我正在尝试实现一个结合了LSTM和CNN模型的预测算法,从 本文. 本质上,该论文提出了一个具有三个分支的模型:一个CNN分支,一个LSTM分支,以及一个结合两者的合并分支。前两个分支只在训练过程中出现,以防止过拟合,并确保最终模型同时针对CNN和LSTM特征进行训练。这是论文中的图(总损失函数中的α、β和gamma只是这些特定损失的权重)。据我了解,这些类似于ResNet和Inception模型中的辅助分支,以确保每一层都对模型输出有贡献。我据此实现了这一点。
def construct_lstm_cnn(look_forward, look_back=30):
cnn = construct_cnn(look_forward, fc=False)
cnn_flatten = Flatten()(cnn.output)
lstm = construct_lstm(look_forward, look_back, 2, fc=False)
#Merged layer (the main branch that will be making prediction after training)
cnn_lstm = concatenate([cnn_flatten, lstm.output])
fc_merged = Dense(500, activation='relu')(cnn_lstm)
drop_merged = Dropout(0.5)(fc_merged)
fc2_merged = Dense(100, activation='relu')(drop_merged)
drop2_merged = Dropout(0.5)(fc2_merged)
fc3_merged = Dense(25 , activation='relu')(drop2_merged)
drop3_merged = Dropout(0.5)(fc3_merged)
pred_merged = Dense(look_forward, activation='linear')(drop3_merged)
#Auxiliary branch for cnn (want to remove at inference time)
fc_cnn = Dense(500, activation='relu')(cnn_flatten)
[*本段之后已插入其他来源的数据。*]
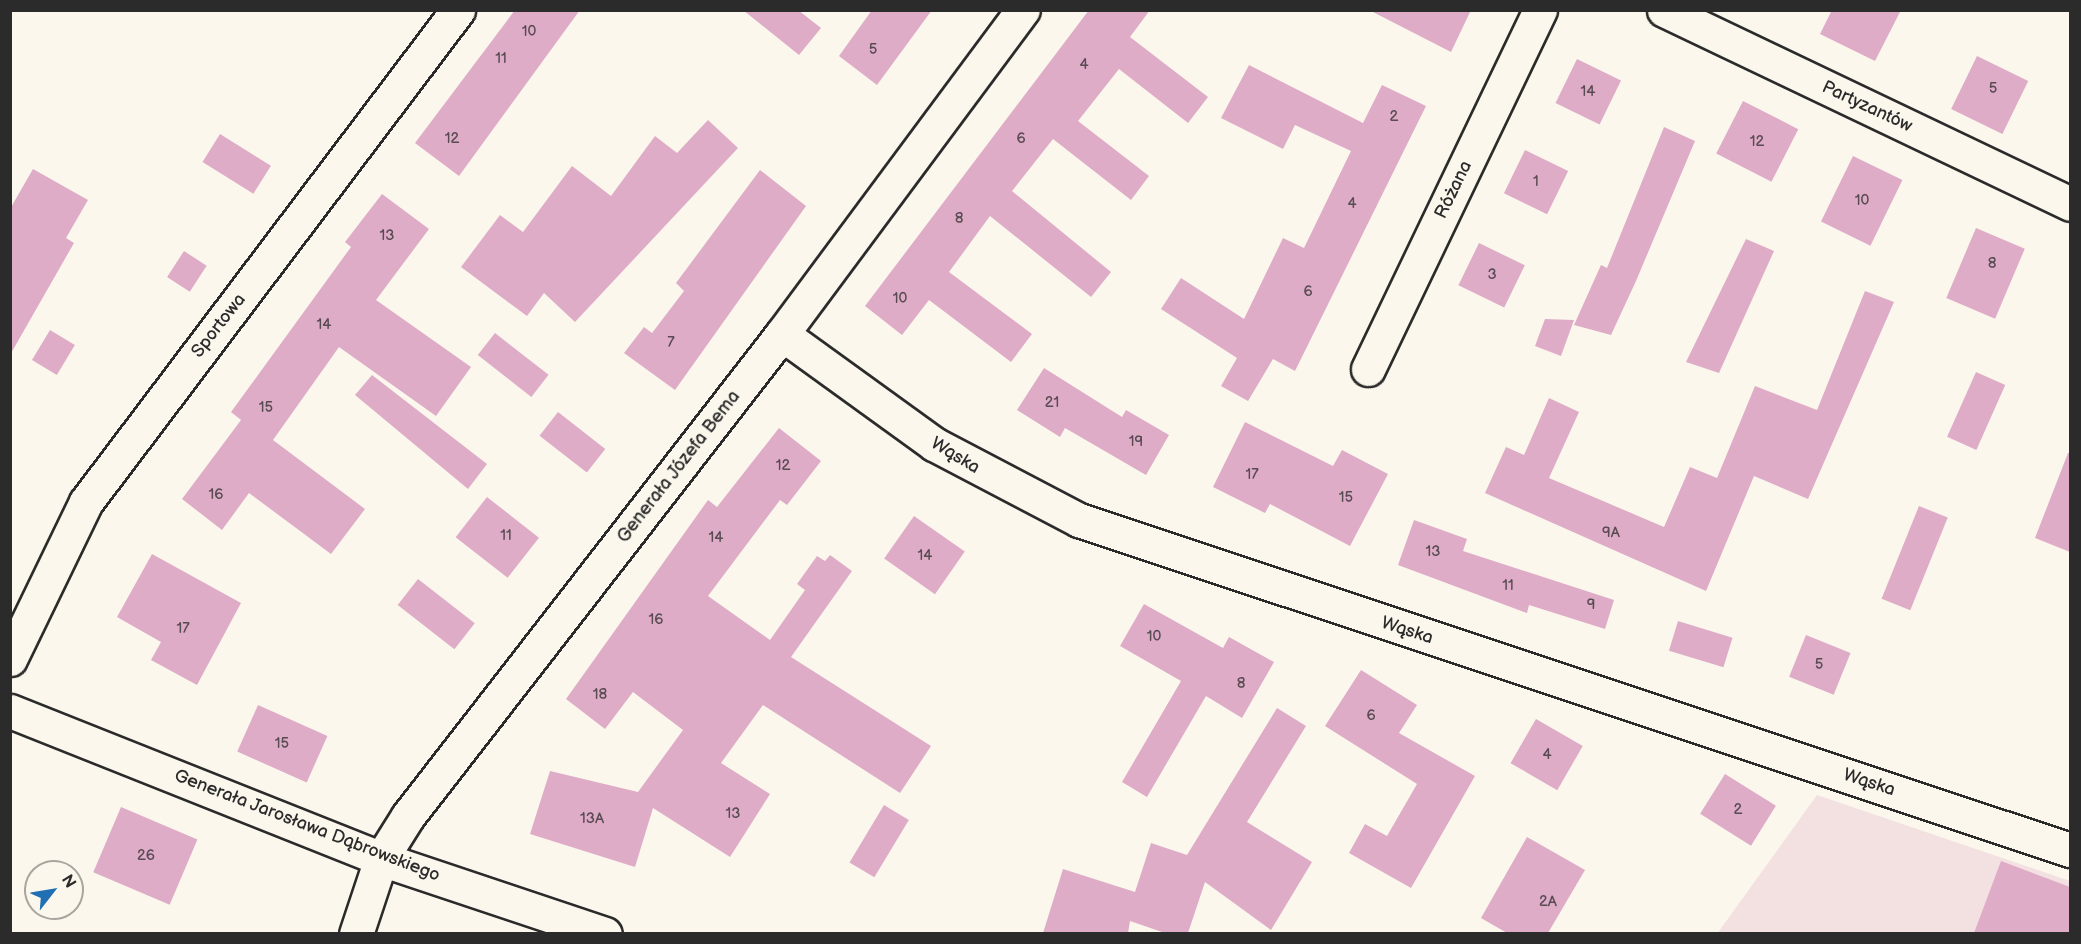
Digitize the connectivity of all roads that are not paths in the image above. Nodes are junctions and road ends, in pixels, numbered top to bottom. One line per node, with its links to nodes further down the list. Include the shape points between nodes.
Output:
1 (458, 10): 8 (street, Sportowa, via 86,502)
2 (1023, 10): 6 (street, Generała Józefa Bema)
3 (1540, 10): 7 (street, Różana)
4 (1664, 10): 5 (street, Partyzantów)
5 (2068, 196)
6 (782, 334): 10 (street, Wąska, via 934,444 1079,520); 11 (street, Generała Józefa Bema, via 408,816)
7 (1368, 369)
8 (10, 659)
9 (10, 711): 11 (street, Generała Jarosława Dąbrowskiego)
10 (2070, 850)
11 (381, 859): 12 (street, Generała Józefa Bema); 13 (street, Generała Jarosława Dąbrowskiego)
12 (356, 933)
13 (605, 933)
drop_cnn = Dropout(0.5)(fc_cnn)
fc2_cnn = Dense(100, activation='relu')(drop_cnn)
drop2_cnn = Dropout(0.5)(fc2_cnn)
fc3_cnn = Dense(25 , activation='relu')(drop2_cnn)
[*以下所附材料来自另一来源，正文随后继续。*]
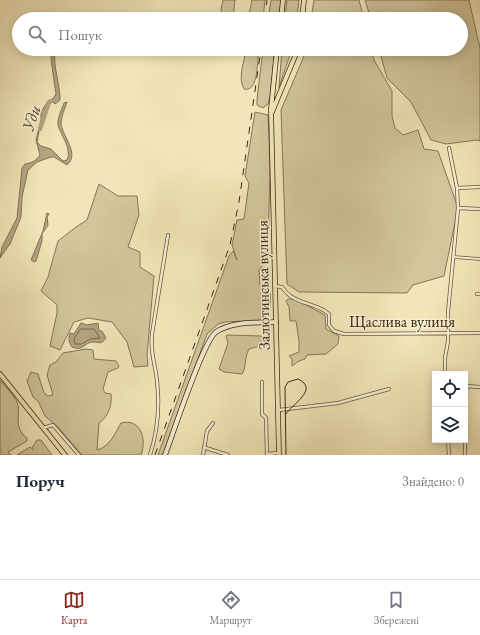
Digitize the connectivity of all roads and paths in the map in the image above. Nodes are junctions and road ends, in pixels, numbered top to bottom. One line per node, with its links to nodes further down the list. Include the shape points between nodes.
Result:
1 (283, 0): 3 (main road)
2 (304, 0): 4 (main road)
3 (282, 12)
4 (303, 12)
5 (276, 56): 7 (main road, Залютинська вулиця)
6 (295, 56): 7 (main road)
7 (272, 114): 16 (main road, Залютинська вулиця)
8 (449, 148): 10 (street)
9 (480, 186): 10 (street)
10 (457, 188): 11 (street)
11 (458, 208): 12 (street); 14 (street)
12 (480, 209)
13 (168, 235): 35 (street, via 151,342 159,403 158,426)
14 (454, 257): 15 (street); 18 (street)
15 (480, 259)
16 (275, 286): 17 (main road, Залютинська вулиця); 18 (street, Щаслива вулиця, via 282,287 287,294 297,300 326,311 329,314 329,325 334,331 344,334)
17 (276, 322): 26 (main road, Залютинська вулиця); 36 (main road, via 237,324 215,332 201,358)
18 (448, 333): 19 (street, Щаслива вулиця); 20 (street)
19 (480, 333)
20 (445, 371)
21 (0, 374): 28 (main road)
22 (262, 382): 39 (street, via 262,414 266,418)
23 (468, 386): 24 (street)
24 (480, 387)
25 (389, 389): 26 (street, via 338,402)
26 (279, 410): 32 (main road, Залютинська вулиця)
27 (213, 423): 31 (street, via 208,431)
28 (43, 428): 33 (main road); 34 (street, via 53,425)
29 (448, 443): 40 (street)
30 (465, 443): 41 (street)
31 (206, 448): 37 (street); 38 (street)
32 (279, 454): 39 (street)
33 (64, 455)
34 (79, 455)
35 (150, 455)
36 (165, 455)
37 (203, 455)
38 (228, 455)
39 (267, 455)
40 (449, 455)
41 (465, 455)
drop3_cnn = Dropout(0.5)(fc3_cnn)
pred_cnn_aux = Dense(look_forward, activation='linear')(drop3_cnn)
#Auxiliary branch for lstm (want to remove at inference time)
fc_lstm = Dense(500, activation='relu')(lstm.output)
drop_lstm = Dropout(0.5)(fc_lstm)
fc2_lstm = Dense(100, activation='relu')(drop_lstm)
drop2_lstm = Dropout(0.5)(fc2_lstm)
fc3_lstm = Dense(25 , activation='relu')(drop2_lstm)
drop3_lstm = Dropout(0.5)(fc3_lstm)
pred_lstm_aux = Dense(look_forward, activation='linear')(drop3_lstm)
#Final model with three branches
model = Model(inputs=[cnn.input, lstm.input], outputs=[pred_merged, pred_cnn_aux, pred_lstm_aux], name="lstm-cnn")
return model
然而,我似乎在Keras中找不到一种方法来移除列出的辅助分支。有什么方法可以让我删除那些在推理时没用的层吗?
我为你提供一个简化的例子
这里有完整的模型和所有的分支... 这是要适合的模型。
def construct_lstm_cnn():
inp_lstm = Input((20,30))
lstm = LSTM(32, activation='relu')(inp_lstm)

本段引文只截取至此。